Ted Simons: Tonight's edition of Arizona Sustainability looks at Friends of the Tonto National Forest, a new volunteer group focused on helping promote and maintain the Tonto National Forest. Joining us now are Carrie Templin of the Tonto National Forest, and Art Wirtz, president of the friends group. Good to have you both here. Thanks for joining us.

Art Wirtz: Indeed.

Ted Simons: Real quickly for those who aren't familiar, where is the Tonto national forest?

Carrie Templin: The Tonto National Forest is north and east of Phoenix. If you've ever gone to Payson or to Roosevelt you've been in the Tonto national forest.

Ted Simons: And the challenges as far as natural and cultural resource management, these sorts of things, what kind of challenges are faced?

Carrie Templin: We have lots of challenges. As the city grows and people go and enjoy their natural resources, we have more and more youth, and it's harder and harder for us to keep up with all of the things we need to do and all the maintenance we would like to be doing to keep the areas beautiful.

Ted Simons: And thus the friends group, how did this friends group get started?

Art Wirtz: This friends group is relatively new. It's only been together for a few months now but volunteering, working with the different groups, has been for years and years and years. And it's just in more recently, though, as we have more and more problems and less funding, we've been looking at different ways of working hand in hand with the Tonto national forest.

Ted Simons: By way of certain projects and these sorts of things, outings, public information?

Art Wirtz: Most all of those and the typical projects people look at, they look at cleanup projects and a lot of different projects like that. But we're looking at a lot of new projects and there's a lot of different things that volunteers can do that have never been used before. And so we're exploring that. We're getting input from volunteers and things we can do to help the national forest.

Ted Simons: Were these things the national forest service was once able to do on its own? What happened?

Carrie Templin: The Riparian Photo Point is a very good example. The program has been going on for the last 25 years but it's been in the last year or two that we've been no longer able to maintain doing the photo points every single year. We don't have enough staff or funding. The friends of the Tonto have volunteered to take that program over for us and maintain those photo points which are critical to us to be able to demonstrate the health of the riparian areas.

Ted Simons: And we're looking right now at the seven-mile wash. Talk to us about what a photo point project is and what the goal is.

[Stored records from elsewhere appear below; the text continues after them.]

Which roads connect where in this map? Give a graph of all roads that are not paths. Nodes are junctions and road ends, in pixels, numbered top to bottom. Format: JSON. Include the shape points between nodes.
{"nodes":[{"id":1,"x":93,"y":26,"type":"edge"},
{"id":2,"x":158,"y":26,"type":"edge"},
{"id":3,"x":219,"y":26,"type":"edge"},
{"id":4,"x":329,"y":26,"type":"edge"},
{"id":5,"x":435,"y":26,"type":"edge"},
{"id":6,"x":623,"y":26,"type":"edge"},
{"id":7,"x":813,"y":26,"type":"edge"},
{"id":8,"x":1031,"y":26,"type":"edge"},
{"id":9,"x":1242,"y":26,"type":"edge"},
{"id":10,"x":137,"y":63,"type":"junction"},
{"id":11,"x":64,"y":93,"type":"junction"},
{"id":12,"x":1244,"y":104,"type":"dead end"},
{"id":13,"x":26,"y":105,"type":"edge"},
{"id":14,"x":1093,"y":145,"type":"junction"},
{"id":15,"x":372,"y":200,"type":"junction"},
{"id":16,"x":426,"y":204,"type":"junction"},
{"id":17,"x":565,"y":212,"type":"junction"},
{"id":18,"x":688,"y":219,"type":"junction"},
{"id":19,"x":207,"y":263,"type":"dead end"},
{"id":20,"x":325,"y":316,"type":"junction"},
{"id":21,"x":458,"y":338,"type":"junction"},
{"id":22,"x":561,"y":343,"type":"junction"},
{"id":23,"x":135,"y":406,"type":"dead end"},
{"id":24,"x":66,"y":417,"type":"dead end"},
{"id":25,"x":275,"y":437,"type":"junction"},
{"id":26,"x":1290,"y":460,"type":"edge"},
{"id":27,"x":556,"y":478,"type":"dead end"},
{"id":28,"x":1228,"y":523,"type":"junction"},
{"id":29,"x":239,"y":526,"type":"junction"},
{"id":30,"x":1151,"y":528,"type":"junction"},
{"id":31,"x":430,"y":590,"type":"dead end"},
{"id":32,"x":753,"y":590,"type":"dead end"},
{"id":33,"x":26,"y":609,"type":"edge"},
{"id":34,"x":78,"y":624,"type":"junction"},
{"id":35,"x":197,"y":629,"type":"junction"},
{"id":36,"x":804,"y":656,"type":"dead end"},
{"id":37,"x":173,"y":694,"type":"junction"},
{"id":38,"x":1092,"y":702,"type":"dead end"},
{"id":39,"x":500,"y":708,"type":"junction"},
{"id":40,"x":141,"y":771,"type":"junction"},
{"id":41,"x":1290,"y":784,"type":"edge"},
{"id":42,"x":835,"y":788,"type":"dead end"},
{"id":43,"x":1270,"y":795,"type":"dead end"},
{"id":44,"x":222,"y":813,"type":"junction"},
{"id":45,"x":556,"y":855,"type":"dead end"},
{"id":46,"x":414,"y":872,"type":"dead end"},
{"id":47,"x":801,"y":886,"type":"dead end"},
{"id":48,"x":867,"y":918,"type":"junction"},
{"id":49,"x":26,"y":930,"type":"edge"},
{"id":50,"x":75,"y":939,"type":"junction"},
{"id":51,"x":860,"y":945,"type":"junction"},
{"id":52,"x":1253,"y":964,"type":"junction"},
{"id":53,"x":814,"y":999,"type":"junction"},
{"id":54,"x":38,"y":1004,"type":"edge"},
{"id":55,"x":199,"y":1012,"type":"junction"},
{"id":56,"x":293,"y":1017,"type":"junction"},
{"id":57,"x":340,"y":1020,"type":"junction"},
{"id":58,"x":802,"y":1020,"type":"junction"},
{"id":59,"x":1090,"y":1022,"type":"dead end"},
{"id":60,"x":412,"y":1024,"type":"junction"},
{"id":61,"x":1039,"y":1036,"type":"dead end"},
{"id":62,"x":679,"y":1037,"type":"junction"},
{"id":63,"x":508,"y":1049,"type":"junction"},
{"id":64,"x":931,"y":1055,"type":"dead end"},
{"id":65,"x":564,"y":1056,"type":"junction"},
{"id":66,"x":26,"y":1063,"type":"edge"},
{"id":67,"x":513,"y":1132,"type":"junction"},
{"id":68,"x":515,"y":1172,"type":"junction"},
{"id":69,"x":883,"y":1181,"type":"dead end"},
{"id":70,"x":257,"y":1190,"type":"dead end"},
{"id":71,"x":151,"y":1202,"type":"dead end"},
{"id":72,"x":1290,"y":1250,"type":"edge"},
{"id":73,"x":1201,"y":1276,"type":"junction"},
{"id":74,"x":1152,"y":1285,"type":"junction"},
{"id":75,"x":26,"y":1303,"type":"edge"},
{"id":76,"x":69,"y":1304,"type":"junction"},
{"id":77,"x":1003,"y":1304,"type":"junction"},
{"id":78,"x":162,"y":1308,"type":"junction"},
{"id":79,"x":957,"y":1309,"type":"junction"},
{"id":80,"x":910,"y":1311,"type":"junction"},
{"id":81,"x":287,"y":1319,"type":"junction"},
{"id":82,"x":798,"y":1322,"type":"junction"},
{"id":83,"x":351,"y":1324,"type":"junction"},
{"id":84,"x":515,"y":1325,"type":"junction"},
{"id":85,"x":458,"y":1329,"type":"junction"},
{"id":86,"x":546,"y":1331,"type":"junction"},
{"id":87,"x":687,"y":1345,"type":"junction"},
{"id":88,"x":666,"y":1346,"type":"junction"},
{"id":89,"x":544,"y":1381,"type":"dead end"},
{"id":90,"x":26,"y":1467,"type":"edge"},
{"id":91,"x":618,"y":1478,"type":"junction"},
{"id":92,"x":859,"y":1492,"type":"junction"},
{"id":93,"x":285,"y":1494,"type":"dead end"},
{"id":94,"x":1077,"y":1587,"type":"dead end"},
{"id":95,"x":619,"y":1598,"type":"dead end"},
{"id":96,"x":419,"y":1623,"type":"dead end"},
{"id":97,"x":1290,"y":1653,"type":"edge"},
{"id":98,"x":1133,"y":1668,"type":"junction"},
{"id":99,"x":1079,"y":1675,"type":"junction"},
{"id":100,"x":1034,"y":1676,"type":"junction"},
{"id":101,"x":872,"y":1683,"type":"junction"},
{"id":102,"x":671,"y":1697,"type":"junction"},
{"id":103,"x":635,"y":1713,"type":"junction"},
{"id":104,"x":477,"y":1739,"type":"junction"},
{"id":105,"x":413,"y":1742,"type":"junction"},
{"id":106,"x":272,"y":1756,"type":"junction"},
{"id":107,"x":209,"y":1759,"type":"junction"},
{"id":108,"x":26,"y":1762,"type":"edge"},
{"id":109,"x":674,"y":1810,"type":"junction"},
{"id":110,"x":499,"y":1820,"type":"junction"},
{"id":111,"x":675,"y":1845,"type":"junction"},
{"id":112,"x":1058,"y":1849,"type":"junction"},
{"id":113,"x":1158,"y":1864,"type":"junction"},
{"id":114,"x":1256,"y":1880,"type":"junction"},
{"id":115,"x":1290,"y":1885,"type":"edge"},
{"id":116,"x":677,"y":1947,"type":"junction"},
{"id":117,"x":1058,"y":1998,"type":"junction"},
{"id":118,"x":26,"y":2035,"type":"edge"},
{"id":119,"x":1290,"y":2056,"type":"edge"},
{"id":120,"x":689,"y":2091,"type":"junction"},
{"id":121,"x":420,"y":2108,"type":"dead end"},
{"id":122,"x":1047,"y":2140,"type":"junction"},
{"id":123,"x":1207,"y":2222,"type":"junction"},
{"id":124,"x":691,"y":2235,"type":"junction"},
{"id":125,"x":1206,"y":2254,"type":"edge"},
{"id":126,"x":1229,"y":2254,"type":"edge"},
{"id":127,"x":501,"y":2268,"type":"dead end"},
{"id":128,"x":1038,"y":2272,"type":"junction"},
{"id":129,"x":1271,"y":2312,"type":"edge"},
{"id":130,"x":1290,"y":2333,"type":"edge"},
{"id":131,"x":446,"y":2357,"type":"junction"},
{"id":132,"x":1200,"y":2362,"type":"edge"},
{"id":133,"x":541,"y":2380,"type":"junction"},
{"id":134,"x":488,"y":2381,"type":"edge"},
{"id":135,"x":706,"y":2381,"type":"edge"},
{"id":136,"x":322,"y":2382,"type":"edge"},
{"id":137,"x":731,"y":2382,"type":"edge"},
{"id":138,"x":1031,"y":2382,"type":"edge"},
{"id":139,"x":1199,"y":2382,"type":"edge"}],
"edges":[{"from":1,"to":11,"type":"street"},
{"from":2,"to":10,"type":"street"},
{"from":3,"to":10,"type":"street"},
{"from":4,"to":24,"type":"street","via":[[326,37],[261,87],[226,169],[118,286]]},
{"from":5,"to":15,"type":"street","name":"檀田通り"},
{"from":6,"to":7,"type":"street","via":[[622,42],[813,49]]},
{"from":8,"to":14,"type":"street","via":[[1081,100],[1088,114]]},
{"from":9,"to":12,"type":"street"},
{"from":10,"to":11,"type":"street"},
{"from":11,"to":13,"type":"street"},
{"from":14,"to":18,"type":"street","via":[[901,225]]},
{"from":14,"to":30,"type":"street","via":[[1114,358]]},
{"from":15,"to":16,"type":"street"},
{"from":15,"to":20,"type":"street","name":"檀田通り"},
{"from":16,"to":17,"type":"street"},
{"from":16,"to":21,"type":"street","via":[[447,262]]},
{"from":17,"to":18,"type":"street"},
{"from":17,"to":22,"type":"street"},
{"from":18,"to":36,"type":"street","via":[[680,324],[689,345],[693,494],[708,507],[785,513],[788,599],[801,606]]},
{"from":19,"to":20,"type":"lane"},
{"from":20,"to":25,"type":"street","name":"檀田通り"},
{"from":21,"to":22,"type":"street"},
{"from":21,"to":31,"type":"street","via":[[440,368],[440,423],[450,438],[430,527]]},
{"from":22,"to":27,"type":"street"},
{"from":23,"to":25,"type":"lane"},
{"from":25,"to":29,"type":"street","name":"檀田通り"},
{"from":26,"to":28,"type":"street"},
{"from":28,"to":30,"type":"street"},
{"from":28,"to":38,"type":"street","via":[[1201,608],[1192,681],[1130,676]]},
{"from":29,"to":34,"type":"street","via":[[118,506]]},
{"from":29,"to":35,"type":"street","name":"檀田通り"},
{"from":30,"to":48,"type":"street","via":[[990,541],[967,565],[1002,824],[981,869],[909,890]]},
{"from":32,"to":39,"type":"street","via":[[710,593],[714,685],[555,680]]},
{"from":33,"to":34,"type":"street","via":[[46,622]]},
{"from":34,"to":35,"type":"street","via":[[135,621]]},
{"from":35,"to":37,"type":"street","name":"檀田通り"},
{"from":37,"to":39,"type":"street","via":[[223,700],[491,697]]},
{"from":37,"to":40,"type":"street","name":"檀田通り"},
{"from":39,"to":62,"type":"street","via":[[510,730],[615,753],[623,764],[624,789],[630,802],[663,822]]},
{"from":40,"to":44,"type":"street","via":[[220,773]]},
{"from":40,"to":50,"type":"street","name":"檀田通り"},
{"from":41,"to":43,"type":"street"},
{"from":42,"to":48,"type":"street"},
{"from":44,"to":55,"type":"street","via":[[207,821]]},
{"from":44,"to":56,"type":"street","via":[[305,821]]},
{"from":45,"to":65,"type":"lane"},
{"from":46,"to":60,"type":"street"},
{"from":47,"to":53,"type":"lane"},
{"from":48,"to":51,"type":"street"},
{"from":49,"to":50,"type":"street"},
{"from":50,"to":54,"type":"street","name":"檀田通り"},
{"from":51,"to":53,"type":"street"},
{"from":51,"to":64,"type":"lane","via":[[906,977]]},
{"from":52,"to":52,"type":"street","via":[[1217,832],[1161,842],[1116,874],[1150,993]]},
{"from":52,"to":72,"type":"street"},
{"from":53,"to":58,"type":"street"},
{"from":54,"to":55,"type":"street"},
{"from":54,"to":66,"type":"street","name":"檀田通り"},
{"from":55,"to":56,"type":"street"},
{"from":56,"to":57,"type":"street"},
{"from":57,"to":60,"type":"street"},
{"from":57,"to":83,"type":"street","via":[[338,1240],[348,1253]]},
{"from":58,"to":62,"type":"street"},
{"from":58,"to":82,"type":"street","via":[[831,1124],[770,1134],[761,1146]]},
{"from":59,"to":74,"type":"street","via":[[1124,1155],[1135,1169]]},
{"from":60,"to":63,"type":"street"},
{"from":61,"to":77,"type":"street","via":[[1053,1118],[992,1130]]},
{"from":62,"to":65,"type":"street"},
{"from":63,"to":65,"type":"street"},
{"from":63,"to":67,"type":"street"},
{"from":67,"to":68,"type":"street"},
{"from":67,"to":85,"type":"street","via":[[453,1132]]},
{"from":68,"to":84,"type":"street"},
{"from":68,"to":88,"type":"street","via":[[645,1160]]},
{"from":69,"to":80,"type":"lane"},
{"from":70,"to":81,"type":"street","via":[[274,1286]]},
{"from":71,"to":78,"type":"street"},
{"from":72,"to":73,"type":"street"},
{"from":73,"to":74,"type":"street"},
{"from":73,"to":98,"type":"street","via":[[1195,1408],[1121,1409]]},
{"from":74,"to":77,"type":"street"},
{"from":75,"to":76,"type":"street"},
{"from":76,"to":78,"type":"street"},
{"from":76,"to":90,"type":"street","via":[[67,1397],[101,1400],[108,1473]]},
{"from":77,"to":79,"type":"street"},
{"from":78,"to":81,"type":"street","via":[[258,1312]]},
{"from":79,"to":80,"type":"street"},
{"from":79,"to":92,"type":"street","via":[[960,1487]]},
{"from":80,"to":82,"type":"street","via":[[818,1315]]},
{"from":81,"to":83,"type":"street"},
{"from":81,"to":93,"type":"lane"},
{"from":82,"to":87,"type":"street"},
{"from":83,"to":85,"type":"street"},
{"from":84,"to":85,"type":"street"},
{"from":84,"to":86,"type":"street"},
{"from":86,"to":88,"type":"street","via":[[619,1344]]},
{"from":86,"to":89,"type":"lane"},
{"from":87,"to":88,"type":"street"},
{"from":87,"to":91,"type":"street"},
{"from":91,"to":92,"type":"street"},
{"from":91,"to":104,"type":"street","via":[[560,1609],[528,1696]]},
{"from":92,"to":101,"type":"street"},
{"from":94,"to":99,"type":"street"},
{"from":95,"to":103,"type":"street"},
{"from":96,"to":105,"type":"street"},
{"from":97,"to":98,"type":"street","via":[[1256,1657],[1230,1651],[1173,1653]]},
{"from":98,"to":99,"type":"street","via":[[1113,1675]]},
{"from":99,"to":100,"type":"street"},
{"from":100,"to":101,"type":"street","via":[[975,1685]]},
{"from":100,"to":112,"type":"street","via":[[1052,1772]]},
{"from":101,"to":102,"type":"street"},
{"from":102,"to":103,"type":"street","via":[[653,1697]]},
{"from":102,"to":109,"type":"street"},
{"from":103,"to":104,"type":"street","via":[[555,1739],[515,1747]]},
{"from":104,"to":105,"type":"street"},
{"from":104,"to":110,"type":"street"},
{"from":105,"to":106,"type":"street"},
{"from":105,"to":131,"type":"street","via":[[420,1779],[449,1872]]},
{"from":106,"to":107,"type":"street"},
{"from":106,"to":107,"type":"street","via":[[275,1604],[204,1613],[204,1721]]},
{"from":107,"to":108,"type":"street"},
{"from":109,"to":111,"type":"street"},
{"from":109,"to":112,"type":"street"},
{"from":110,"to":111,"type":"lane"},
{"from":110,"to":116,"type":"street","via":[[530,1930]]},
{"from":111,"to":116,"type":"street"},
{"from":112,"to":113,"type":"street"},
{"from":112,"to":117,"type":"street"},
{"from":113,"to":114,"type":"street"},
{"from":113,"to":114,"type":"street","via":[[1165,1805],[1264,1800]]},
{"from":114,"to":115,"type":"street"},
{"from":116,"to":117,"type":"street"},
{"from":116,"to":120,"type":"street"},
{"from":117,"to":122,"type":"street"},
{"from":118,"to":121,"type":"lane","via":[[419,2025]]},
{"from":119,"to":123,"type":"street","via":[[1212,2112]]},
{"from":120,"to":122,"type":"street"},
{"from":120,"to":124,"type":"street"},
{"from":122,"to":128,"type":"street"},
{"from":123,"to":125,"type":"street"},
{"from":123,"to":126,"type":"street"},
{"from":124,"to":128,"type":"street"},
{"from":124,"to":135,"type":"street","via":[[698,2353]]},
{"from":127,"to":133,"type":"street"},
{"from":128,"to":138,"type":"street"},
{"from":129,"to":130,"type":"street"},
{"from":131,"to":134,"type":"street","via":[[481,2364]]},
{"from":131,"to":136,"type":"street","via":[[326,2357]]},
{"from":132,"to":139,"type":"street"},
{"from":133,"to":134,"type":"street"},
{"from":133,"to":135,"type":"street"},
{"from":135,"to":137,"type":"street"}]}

Art Wirtz: Essentially, it's monitoring a piece of land over a period of time. And would be taking picture of the current conditions and then coming back a year later, taking another picture, and determining has it changed for the better, for the worse? Has it stayed the same or what are the conditions?

Ted Simons: Can you go back to seven-mile wash for a second because I want to ask you from what we saw of that, what is that telling you those pictures?

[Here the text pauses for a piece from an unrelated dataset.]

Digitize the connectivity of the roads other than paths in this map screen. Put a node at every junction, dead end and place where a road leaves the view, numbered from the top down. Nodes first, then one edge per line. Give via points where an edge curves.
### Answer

Art Wirtz: Well, those pictures are showing that there's improvement and a lot of times there's some changes that have been made related to either management of grazing or other different changes, and also if there is effect of a drought condition which we've had drought conditions on there. Right now, we're getting a little bit of improvement in the past few years. So we're seeing some of the improvements on there, and the measurement tied in with the riparian areas, it's a way of measuring the health of the forest.

Ted Simons: The forest service had done these projects for quite a while. And they've got to continue because it's a valuable resource.

Carrie Templin: It's a very valuable tool for us to be able to demonstrate the health of the forest and the health of those riparian areas and one of the things that Art didn't talk about with that is that a lot of people don't realize that those riparian areas lead into all those lakes that we talked about earlier, which is the drinking supply for Phoenix.

Ted Simons: Indeed, indeed. Okay. So how many volunteers are there, how many friends are there and how does one become a friend?

Art Wirtz: It's a new organization. There's currently about 30 people that have signed up on there but we know there are thousands out there that have interest in it. We have a website, I'm sure you're showing the website on there. We like people to go in and look at that website and if they have interest to contact us, not with just the projects that they think they would have but ones they would like to get involved with or some I've always liked to do this type of project. Fine, bring it up and we'll look at things and talk it over with the forest and see if that's possible.

Ted Simons: How do you make sure that the friends are qualified to be friends? [ Laughter ]

Carrie Templin: We're lucky enough that we have very talented people that are heading up this group, that we've worked with for years so we know them, we know that they'll do the projects and we will work with them hand in hand to make sure that the projects that are taken on benefit the forest and benefit the volunteer group.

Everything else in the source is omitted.